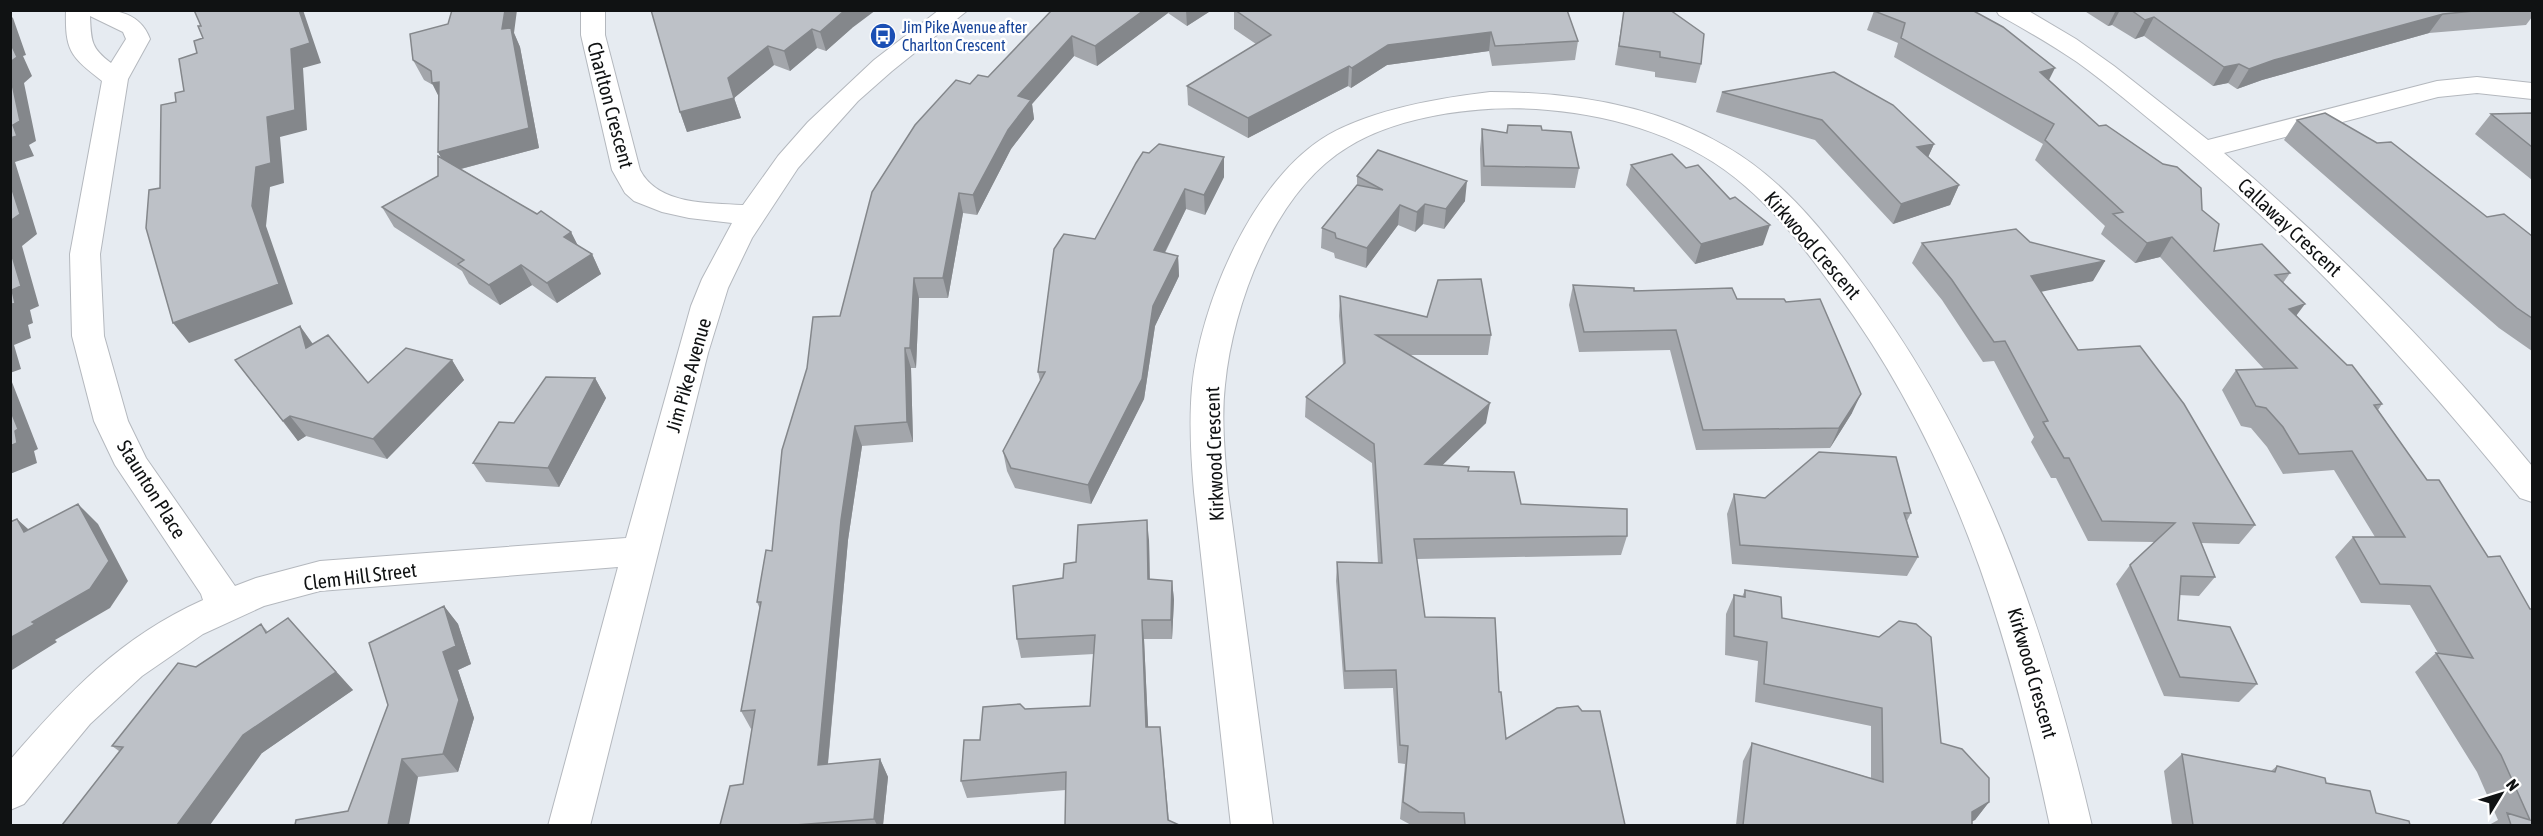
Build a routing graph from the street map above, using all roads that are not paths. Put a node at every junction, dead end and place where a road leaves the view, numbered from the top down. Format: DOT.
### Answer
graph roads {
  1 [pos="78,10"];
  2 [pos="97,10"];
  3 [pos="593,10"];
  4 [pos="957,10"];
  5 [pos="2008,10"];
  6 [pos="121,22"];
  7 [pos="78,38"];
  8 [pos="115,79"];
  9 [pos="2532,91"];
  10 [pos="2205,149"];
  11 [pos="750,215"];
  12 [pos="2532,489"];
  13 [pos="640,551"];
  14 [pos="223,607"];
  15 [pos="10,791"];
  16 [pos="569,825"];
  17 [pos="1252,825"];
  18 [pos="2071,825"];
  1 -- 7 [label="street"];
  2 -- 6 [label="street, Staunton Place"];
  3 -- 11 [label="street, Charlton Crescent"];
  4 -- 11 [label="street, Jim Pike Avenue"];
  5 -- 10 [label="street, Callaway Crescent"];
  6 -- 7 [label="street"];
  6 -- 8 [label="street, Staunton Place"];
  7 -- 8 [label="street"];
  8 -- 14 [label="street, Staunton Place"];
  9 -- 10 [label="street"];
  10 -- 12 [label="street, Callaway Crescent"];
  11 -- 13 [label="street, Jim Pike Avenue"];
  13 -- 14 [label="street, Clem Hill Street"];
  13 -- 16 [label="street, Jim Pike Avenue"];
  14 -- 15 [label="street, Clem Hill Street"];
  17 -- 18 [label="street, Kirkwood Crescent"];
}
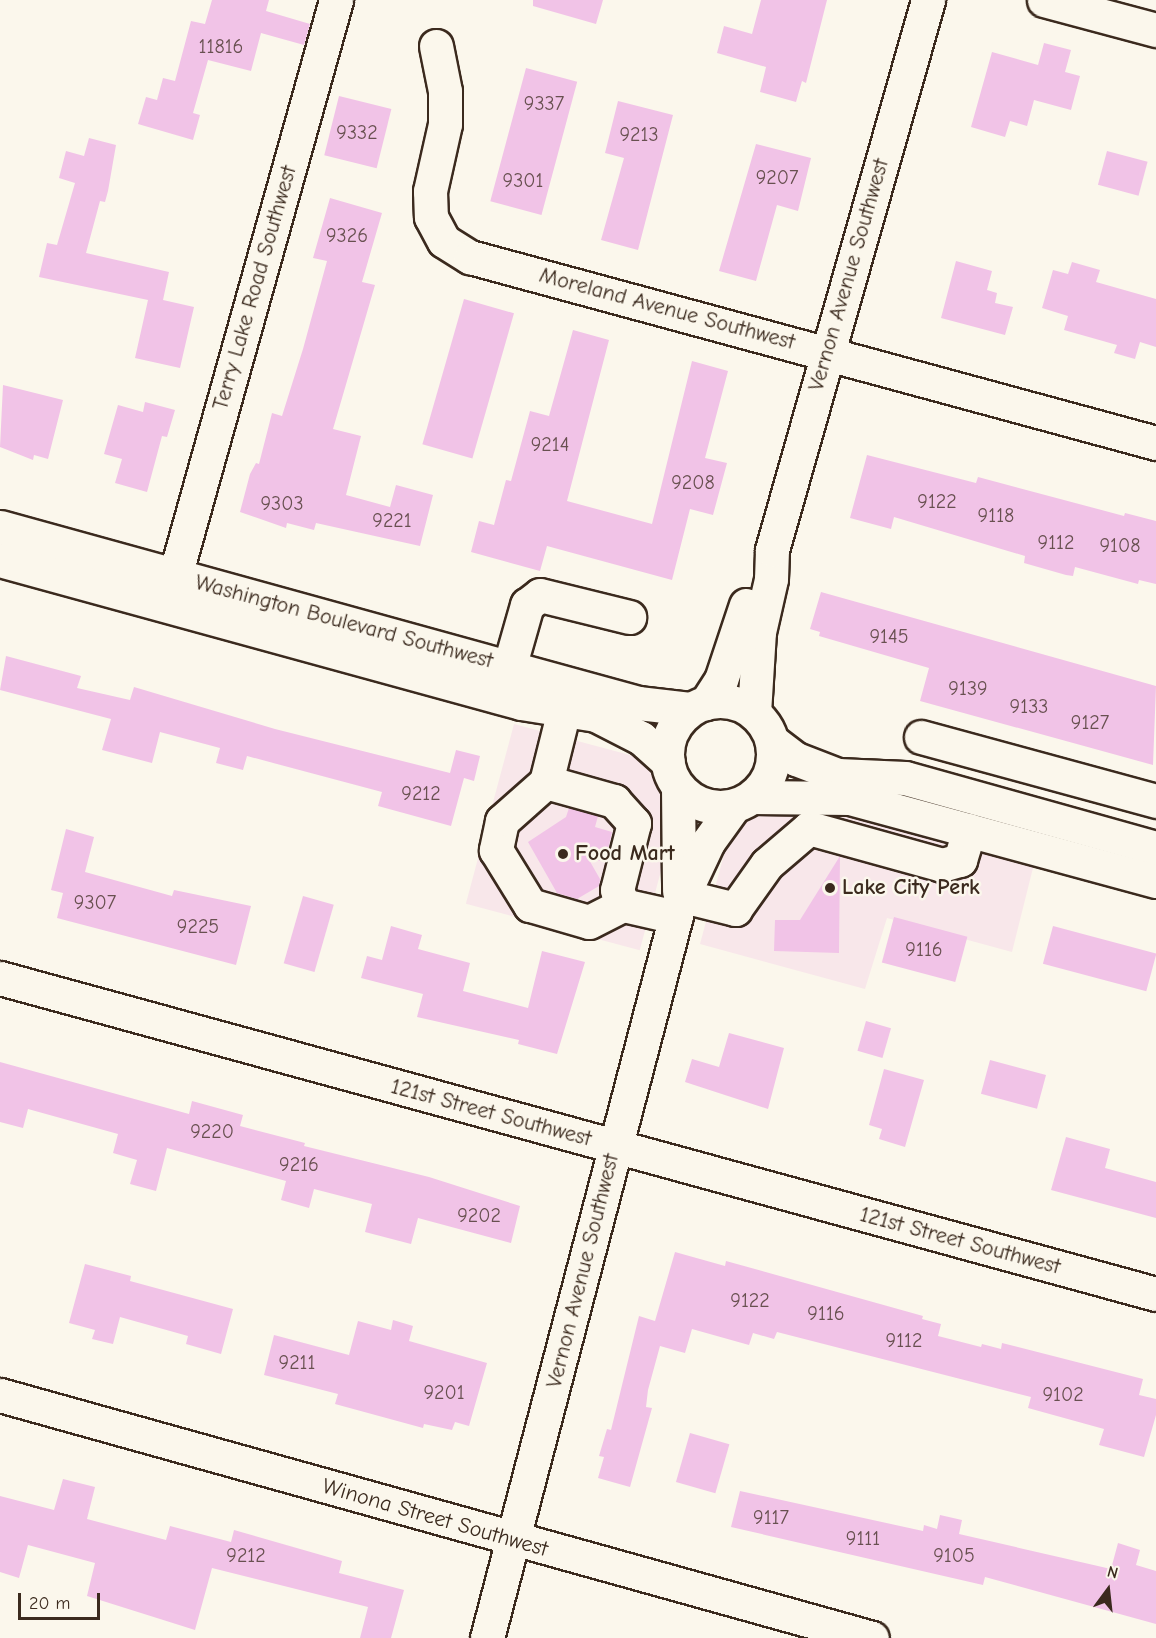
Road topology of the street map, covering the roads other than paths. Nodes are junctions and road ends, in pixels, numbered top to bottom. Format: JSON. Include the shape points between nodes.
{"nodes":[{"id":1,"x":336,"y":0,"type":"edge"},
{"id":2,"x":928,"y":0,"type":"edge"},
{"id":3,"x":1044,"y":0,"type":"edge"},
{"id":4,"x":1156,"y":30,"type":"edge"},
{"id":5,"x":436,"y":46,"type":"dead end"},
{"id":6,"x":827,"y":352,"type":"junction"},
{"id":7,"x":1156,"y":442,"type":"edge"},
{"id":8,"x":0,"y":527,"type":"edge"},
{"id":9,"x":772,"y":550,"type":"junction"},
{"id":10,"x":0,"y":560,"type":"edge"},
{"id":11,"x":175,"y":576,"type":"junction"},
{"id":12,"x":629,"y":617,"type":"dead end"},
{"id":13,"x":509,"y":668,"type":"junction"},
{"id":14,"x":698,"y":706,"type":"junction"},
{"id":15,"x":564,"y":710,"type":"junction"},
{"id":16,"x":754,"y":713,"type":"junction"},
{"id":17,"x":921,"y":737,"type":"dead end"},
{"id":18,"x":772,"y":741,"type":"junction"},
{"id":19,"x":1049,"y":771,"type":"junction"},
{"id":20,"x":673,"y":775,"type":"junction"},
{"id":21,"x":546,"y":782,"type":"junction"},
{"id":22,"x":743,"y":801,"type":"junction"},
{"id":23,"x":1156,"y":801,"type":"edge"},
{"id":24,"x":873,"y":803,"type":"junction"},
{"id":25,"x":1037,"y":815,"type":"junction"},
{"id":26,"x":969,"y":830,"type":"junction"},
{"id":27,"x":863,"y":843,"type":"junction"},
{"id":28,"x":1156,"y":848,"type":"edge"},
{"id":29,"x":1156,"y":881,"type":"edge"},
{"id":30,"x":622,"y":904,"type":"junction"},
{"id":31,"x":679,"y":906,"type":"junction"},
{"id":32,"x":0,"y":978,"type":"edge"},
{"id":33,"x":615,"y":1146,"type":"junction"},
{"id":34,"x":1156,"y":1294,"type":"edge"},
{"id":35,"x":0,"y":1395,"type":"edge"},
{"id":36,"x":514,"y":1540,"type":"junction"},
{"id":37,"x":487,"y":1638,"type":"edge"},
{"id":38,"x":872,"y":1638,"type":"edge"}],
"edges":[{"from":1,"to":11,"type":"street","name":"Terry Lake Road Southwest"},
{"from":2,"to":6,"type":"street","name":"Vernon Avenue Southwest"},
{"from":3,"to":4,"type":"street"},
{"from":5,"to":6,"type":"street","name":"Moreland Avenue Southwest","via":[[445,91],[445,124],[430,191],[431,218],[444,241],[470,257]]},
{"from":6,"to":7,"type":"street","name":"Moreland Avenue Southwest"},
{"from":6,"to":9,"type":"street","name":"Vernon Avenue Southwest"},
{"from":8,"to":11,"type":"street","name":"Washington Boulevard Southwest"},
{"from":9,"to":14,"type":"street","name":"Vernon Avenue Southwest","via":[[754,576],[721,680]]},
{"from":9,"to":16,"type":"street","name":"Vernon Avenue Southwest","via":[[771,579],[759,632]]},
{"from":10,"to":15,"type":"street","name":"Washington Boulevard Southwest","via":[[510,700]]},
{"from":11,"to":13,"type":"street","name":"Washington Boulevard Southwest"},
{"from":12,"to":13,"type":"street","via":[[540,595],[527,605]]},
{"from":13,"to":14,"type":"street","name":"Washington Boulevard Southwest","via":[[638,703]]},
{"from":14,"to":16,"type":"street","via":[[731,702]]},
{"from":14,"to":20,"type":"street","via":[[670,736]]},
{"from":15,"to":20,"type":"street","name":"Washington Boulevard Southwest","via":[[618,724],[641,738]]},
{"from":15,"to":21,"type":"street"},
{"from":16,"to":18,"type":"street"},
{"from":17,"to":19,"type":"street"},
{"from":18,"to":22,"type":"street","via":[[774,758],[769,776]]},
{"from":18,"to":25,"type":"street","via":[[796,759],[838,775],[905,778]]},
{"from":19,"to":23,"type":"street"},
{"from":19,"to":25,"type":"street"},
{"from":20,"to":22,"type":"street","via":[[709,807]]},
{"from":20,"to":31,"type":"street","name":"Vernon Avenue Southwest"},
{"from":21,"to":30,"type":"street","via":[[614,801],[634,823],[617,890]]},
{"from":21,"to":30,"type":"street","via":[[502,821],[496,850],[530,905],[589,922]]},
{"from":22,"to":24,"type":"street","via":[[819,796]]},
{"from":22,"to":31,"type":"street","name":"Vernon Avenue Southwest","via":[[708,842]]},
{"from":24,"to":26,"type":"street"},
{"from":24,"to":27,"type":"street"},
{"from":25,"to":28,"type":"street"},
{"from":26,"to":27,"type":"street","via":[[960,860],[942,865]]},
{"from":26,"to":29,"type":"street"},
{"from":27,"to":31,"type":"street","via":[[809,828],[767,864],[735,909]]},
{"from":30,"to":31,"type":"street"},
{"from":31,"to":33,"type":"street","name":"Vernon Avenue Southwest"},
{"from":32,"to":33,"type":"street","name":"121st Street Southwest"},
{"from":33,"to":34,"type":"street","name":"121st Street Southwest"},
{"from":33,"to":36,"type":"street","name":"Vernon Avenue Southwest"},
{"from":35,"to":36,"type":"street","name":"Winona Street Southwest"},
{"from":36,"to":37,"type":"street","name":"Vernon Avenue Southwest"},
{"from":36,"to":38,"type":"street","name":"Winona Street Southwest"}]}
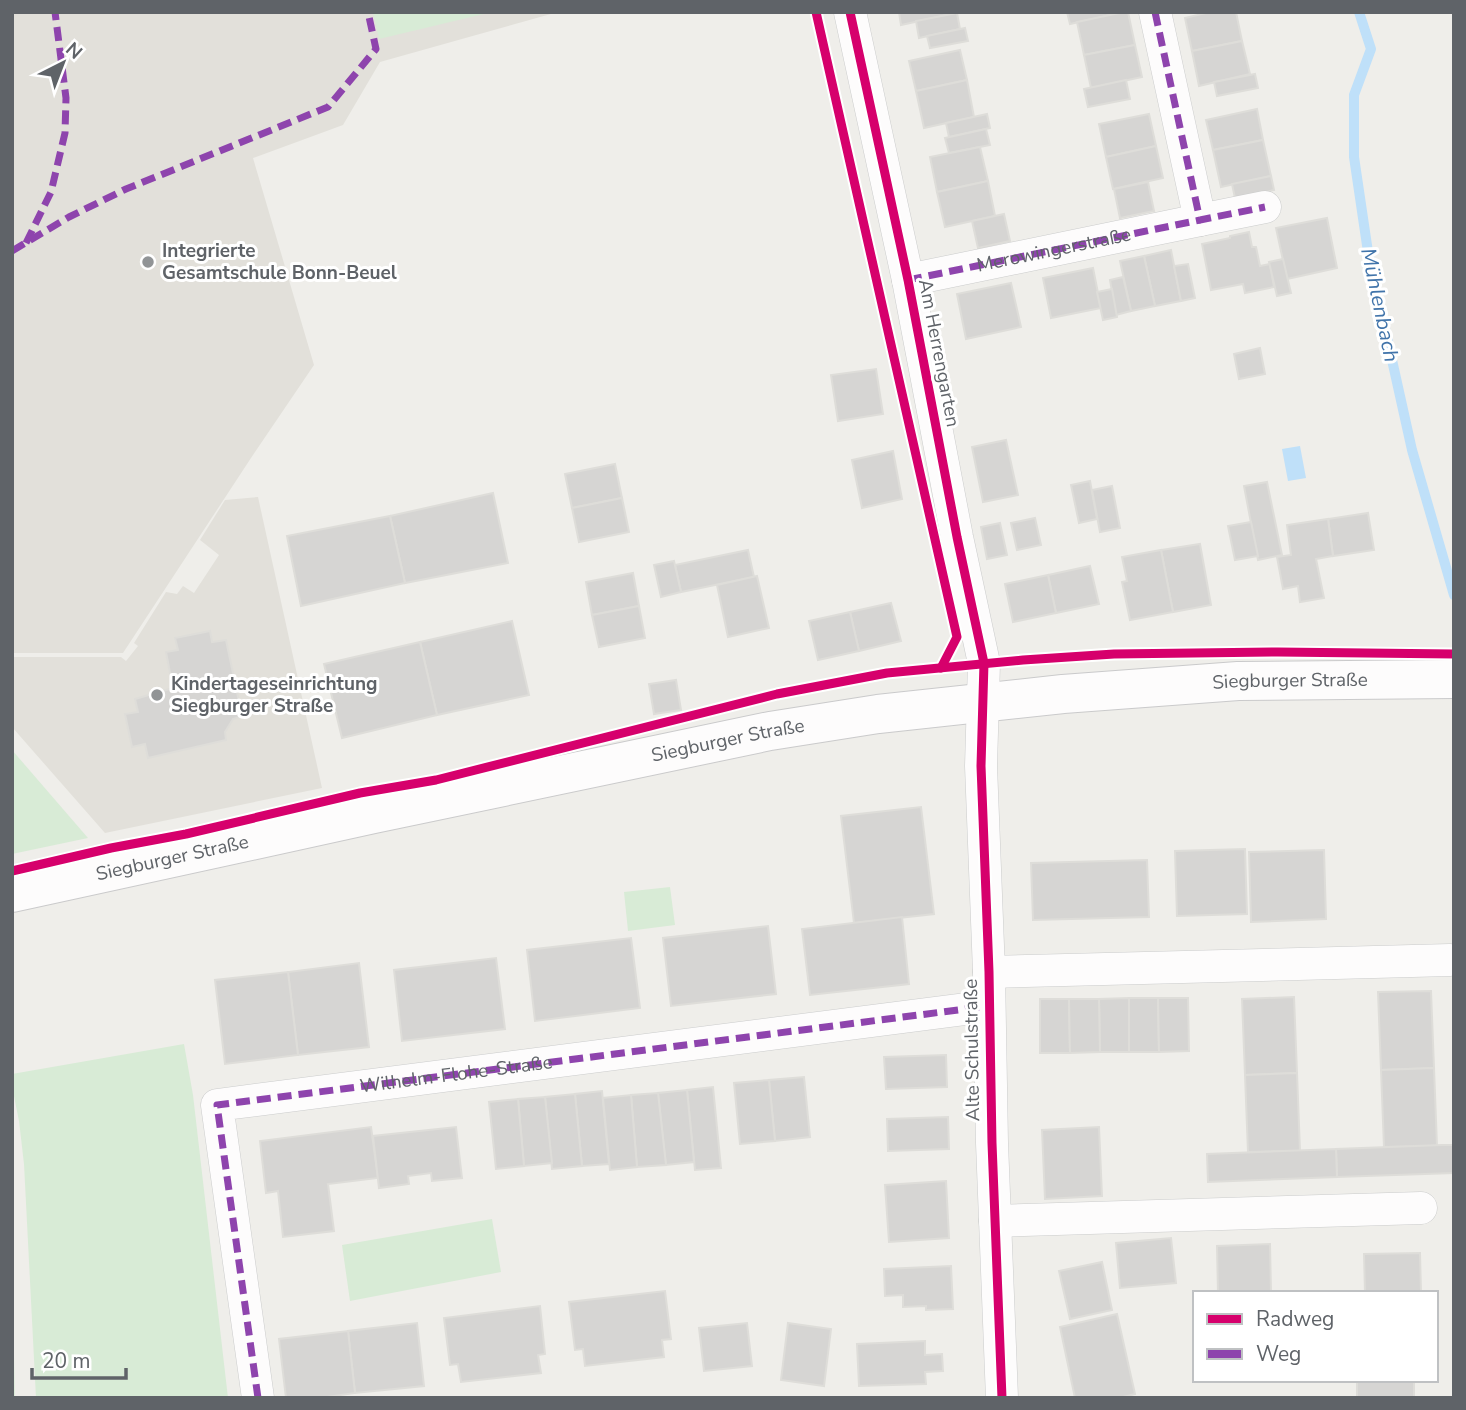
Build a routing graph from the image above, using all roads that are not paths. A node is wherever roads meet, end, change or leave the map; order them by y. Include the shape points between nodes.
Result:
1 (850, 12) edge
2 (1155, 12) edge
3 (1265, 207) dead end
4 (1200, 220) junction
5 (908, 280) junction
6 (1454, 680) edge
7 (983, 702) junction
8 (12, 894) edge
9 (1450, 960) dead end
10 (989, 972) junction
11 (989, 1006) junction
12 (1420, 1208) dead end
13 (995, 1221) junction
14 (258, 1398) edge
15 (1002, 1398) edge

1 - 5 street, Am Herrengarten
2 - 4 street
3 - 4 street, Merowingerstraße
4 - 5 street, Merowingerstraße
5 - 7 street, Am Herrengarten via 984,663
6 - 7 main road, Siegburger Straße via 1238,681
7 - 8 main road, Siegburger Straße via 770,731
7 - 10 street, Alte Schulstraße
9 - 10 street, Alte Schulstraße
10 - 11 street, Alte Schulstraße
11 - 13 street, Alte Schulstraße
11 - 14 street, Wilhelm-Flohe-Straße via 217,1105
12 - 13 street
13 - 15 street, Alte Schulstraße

**Task details**: Only lines holding the string "Schulstraße" are wanted; gather each one from the entries above.

**Result of the task**:
7 - 10 street, Alte Schulstraße
9 - 10 street, Alte Schulstraße
10 - 11 street, Alte Schulstraße
11 - 13 street, Alte Schulstraße
13 - 15 street, Alte Schulstraße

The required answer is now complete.